Discussion boards, student talk and classroom crowdsourcing

Leslie Fox’s AP English class is a crowded room. When I arrive in class to work with her and her students I have to stand until everyone is seated in the hopes that an empty chair will remain when the bell rings. The room warms with the body heat of shuffling, backpack-laden seniors. Sometimes, when all 39 students show show up, I sit in a folding chair behind the last row. With my computer crowded on my lap and my elbows pinched to my sides, I type notes furiously to record my observations for the coaching conversations between Leslie and I after class. At the front of the room, a table reserved for small group work seats in her other classes seats 7 students jockeying for elbow room.

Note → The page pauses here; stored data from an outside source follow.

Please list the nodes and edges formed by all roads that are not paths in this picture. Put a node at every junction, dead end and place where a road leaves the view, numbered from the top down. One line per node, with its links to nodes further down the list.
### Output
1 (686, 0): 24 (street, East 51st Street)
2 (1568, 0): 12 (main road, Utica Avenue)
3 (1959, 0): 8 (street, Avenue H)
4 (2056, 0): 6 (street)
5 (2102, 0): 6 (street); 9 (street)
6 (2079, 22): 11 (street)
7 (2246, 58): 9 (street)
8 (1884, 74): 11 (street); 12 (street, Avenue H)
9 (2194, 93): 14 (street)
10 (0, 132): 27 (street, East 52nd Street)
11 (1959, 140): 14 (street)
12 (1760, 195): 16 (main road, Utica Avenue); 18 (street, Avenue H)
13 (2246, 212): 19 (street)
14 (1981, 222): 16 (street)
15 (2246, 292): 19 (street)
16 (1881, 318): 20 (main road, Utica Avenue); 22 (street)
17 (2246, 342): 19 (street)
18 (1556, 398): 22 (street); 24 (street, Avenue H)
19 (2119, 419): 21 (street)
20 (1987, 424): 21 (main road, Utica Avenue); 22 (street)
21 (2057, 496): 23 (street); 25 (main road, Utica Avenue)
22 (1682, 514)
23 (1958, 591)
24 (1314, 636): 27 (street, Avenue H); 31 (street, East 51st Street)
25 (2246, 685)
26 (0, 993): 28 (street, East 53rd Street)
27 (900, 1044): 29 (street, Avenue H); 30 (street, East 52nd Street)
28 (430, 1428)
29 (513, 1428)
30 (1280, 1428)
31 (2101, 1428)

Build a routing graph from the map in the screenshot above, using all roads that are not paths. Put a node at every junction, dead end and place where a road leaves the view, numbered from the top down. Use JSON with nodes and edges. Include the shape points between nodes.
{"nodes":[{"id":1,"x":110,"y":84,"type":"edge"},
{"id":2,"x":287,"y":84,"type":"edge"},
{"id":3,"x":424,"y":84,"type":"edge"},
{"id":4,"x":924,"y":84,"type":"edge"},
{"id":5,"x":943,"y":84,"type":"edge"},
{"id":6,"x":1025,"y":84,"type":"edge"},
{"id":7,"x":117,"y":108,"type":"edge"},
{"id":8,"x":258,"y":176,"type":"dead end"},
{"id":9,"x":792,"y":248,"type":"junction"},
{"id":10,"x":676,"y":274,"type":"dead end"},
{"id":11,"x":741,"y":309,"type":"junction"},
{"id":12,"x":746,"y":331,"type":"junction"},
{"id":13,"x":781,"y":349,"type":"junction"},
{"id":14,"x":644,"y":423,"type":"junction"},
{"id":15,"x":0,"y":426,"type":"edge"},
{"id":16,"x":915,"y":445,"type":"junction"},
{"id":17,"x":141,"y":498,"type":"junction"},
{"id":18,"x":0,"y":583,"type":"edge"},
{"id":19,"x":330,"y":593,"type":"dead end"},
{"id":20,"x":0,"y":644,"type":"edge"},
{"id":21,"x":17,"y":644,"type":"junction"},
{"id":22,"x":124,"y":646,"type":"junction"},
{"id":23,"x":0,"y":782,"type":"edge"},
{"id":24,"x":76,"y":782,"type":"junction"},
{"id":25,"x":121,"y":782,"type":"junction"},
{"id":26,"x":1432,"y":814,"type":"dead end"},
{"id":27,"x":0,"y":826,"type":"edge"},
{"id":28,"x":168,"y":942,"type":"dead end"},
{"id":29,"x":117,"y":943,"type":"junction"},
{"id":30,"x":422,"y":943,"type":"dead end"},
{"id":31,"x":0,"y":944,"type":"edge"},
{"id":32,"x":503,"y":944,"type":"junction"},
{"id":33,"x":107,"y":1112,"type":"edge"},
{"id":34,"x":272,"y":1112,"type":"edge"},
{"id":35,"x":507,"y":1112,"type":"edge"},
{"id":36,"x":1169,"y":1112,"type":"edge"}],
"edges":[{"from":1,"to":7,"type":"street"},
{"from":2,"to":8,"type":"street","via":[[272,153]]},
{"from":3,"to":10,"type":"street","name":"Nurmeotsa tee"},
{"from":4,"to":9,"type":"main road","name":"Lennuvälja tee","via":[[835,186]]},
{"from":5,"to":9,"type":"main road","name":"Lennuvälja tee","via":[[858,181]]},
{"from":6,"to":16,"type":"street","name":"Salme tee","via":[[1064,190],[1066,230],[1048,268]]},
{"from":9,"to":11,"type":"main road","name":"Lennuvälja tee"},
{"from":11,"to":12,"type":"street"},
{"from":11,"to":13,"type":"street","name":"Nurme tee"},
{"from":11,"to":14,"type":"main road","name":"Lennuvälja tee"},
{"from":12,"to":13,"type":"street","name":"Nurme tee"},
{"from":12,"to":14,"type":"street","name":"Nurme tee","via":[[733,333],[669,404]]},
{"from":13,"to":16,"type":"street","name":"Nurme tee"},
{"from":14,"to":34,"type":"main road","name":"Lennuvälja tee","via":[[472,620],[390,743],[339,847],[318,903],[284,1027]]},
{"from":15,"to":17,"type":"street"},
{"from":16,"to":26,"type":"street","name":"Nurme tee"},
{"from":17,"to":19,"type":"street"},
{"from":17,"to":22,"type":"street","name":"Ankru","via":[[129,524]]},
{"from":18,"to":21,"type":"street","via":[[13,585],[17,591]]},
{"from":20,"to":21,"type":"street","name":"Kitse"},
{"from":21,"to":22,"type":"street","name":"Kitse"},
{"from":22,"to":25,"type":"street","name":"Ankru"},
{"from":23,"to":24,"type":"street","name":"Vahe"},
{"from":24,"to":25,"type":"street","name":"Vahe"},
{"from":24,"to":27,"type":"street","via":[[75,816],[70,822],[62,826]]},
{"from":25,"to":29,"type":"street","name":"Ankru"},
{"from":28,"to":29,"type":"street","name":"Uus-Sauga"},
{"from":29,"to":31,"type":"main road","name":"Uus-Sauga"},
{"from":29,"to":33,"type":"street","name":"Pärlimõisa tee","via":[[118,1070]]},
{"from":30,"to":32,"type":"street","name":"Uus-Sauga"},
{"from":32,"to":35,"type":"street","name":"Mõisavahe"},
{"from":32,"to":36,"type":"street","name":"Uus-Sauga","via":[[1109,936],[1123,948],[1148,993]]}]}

This crowd is a cause for celebration. Rangeview High School, a large urban high school in Aurora, Colorado, allows any student who chooses to take AP classes. As a result of this open door policy, nearly a third of this group does not have stellar transcripts. But they’ve chosen to take this rigorous, college prep course option. At a large high school in my urban district, the celebration is that this diverse group of kids in this room work just as hard at closing the achievement gap as any teacher.

In conversation Leslie worries about the students’ abilities relative to the course difficulty. The school’s progressive policy allowing equitable access to AP classes means she has to work harder to support her class moving through texts and projects, all with an eye toward the Advanced Placement test that might give these students college credit in return for their hard work this year. Since I’m here to help with instruction and instructional technology, I get to think with her about how we use tech tools put this crowd to work learning. How does crowdsourcing look on this scale, in a room where simple logistics like attendance and seating arrangements force a teacher to think about crowd control?

As part of her instructional practice, Leslie encourages students to discuss a common text in an online forum. She’s found success with her Moodle discussion boards and has a comfortable process for responding to the work. The discussion board is one way she “crowd-sources” the thinking meaning making process in a text.

Here’s a screenshot of the written student discourse In addition to this written, discursive meaning making opportunity, she also provides class time for groups to discuss orally.

When I talked with Leslie early this year about some of the goals and questions she had for incorporating technology in her instruction, she wrote that she hoped to use sound files to capture the discussion work students did in small groups. She wanted to ensure that students used the time productively and purposefully.

In our first attempt at working toward this goal, we asked students to synthesize their twenty-minute discussions into three-minute recordings synthesizing the most important point. Students spent the last few minutes of class going back to their notes and speaking into netbooks, laptops and cell phones.They uploaded the resulting files to Soundcloud.com, a social network where users share and comment sound files, mostly remixed music.  

She and I listened to a few recordings in search of some exemplars. We quickly found a few we thought showed that small groups used discussion time well- their synthesis seemed to advance the group’s meaning making process in the text.

Here’s Luke’s sound file. He synthesized by referring to his notes for the discussion. Though it sounds at times during this clip that he’s reading, he really spoke off the top of his head.

With exemplars identified, I asked Leslie to compare the written discussion forums she’d done before and the sound clips and then think about what students needed next and what possibilities this work suggested. She responded with a concern:

It’s a matter of time.  If I had the time, I would go back and carefully analyze the files and the discussion boards more thoughtfully and hold the kids accountable for what is there.

Since Leslie’s concern shows a type of “crowd control” problem, I suggested that we try a crowd sourcing solution.

Instead of Leslie listening to every recording to judge the merits, the students would do that. Instead of grading the sound files, we demonstrated for students how to insert written comments in response to the audio file. When we reviewed what we found when
we sent students back into the work looking for successes to comment on, we found a lot to celebrate.

Here’s my favorite. In this example, students’ written comments, timestamped in the audio, highlight the strengths, build on strong ideas, and offer a contrasting opinion.

The comments that resulted from in our experiment in crowdsourcing probably surpassed what the teacher would have had time to do and put the success seeking and thinking work where it belongs, with the same senior English students who signed up for the hardest English class available to them, regardless of what their transcripts said.